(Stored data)
Start of Block
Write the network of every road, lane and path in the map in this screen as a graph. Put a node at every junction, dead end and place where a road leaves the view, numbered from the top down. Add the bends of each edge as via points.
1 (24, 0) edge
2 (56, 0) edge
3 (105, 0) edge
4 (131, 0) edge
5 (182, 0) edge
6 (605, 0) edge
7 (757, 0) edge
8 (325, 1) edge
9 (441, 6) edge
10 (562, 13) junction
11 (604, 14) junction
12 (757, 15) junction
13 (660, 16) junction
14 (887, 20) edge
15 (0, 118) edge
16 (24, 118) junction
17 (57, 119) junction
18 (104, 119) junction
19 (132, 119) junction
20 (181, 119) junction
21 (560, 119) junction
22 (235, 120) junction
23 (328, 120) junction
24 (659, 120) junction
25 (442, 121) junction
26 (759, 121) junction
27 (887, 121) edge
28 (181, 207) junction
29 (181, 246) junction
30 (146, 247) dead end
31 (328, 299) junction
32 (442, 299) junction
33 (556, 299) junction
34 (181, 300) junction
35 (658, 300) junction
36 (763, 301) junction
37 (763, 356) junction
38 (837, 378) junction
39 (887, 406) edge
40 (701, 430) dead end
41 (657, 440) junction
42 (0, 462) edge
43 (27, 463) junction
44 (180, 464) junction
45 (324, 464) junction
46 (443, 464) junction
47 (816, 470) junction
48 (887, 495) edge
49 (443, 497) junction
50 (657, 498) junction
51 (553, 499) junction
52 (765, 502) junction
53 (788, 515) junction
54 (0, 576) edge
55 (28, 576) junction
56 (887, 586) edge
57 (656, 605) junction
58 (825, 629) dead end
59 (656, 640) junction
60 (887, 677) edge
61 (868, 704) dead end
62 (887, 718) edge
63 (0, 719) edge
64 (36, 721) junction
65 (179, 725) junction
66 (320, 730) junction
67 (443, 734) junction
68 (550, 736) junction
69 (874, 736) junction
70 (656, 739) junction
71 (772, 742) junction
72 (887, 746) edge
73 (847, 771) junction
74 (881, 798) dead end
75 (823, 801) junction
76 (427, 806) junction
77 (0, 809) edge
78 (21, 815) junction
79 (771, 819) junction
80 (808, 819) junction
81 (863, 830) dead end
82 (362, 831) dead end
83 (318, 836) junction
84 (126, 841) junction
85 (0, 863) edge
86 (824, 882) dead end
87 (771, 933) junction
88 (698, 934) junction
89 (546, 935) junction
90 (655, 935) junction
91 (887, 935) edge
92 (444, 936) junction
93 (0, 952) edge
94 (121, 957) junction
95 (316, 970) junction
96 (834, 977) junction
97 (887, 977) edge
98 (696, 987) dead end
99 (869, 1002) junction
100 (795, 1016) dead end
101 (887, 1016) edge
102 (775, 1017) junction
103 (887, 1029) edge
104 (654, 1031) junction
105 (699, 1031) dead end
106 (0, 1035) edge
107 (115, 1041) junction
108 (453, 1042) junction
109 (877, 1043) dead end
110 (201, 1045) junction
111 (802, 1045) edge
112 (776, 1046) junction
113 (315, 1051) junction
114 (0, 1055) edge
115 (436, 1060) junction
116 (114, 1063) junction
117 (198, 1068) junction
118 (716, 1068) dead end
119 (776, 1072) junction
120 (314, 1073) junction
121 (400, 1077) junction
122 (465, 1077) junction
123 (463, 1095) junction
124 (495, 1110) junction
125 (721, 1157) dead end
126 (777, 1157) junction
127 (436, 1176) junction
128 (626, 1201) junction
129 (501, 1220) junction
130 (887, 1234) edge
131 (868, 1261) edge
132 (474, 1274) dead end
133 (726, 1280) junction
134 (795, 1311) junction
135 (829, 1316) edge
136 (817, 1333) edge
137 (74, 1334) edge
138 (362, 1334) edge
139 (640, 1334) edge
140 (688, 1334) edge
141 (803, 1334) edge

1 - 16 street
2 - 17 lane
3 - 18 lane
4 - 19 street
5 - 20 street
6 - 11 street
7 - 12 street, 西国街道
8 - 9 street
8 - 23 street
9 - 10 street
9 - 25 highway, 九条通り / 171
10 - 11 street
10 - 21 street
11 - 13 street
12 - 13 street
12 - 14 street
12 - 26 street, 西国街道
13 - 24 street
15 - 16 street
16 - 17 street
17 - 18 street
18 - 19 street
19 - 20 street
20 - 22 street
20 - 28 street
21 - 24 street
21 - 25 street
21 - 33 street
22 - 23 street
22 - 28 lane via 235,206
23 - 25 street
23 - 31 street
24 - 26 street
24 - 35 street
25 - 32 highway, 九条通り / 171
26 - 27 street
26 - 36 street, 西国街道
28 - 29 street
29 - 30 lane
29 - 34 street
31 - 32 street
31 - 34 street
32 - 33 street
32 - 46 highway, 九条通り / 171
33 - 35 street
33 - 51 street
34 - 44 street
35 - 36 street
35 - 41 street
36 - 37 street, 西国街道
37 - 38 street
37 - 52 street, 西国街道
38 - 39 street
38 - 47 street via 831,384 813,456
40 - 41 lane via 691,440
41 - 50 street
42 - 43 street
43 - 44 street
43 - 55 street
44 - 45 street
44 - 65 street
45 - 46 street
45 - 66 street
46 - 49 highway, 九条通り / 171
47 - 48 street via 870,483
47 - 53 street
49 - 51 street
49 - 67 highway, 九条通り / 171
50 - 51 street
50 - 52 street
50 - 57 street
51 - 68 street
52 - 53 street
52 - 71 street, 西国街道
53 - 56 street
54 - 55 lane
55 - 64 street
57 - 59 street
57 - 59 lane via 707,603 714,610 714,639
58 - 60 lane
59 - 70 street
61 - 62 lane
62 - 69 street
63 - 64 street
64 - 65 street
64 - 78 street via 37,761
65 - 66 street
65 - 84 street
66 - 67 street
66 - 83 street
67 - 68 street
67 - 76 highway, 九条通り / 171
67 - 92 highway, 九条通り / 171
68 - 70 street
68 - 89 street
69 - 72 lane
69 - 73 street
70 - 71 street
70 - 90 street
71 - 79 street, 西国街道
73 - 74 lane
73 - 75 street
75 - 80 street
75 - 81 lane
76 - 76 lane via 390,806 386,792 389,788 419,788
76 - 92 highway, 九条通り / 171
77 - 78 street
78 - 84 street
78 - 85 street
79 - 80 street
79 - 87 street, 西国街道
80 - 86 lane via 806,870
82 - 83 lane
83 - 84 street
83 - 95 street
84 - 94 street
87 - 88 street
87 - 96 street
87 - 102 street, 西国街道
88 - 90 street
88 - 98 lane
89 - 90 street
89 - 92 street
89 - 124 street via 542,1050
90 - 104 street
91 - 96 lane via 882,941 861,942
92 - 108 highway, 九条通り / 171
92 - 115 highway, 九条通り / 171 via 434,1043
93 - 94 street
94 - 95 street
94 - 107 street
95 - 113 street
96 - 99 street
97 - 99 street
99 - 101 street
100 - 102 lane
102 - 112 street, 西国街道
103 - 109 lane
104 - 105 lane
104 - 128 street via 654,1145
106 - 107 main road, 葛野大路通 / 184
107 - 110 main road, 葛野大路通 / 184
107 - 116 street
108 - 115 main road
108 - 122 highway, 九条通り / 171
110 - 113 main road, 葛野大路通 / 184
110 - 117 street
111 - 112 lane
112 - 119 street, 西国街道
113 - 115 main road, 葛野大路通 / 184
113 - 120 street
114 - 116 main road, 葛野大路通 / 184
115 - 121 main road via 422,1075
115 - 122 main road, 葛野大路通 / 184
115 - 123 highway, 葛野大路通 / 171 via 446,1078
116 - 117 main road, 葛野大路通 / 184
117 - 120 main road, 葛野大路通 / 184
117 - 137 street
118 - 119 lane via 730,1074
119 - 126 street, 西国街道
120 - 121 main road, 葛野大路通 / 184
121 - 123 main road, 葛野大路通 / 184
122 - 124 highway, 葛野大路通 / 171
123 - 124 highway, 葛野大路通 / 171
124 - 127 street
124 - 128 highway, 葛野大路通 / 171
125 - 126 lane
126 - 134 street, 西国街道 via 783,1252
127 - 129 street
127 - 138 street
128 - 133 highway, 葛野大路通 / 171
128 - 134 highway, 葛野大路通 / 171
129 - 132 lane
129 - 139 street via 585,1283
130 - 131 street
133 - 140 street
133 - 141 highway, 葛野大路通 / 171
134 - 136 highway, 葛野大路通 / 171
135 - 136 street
End of Block
Try it :: Your response should be made up of the lines in the data that contain the word "九条通り".

Response box ::
9 - 25 highway, 九条通り / 171
25 - 32 highway, 九条通り / 171
32 - 46 highway, 九条通り / 171
46 - 49 highway, 九条通り / 171
49 - 67 highway, 九条通り / 171
67 - 76 highway, 九条通り / 171
67 - 92 highway, 九条通り / 171
76 - 92 highway, 九条通り / 171
92 - 108 highway, 九条通り / 171
92 - 115 highway, 九条通り / 171 via 434,1043
108 - 122 highway, 九条通り / 171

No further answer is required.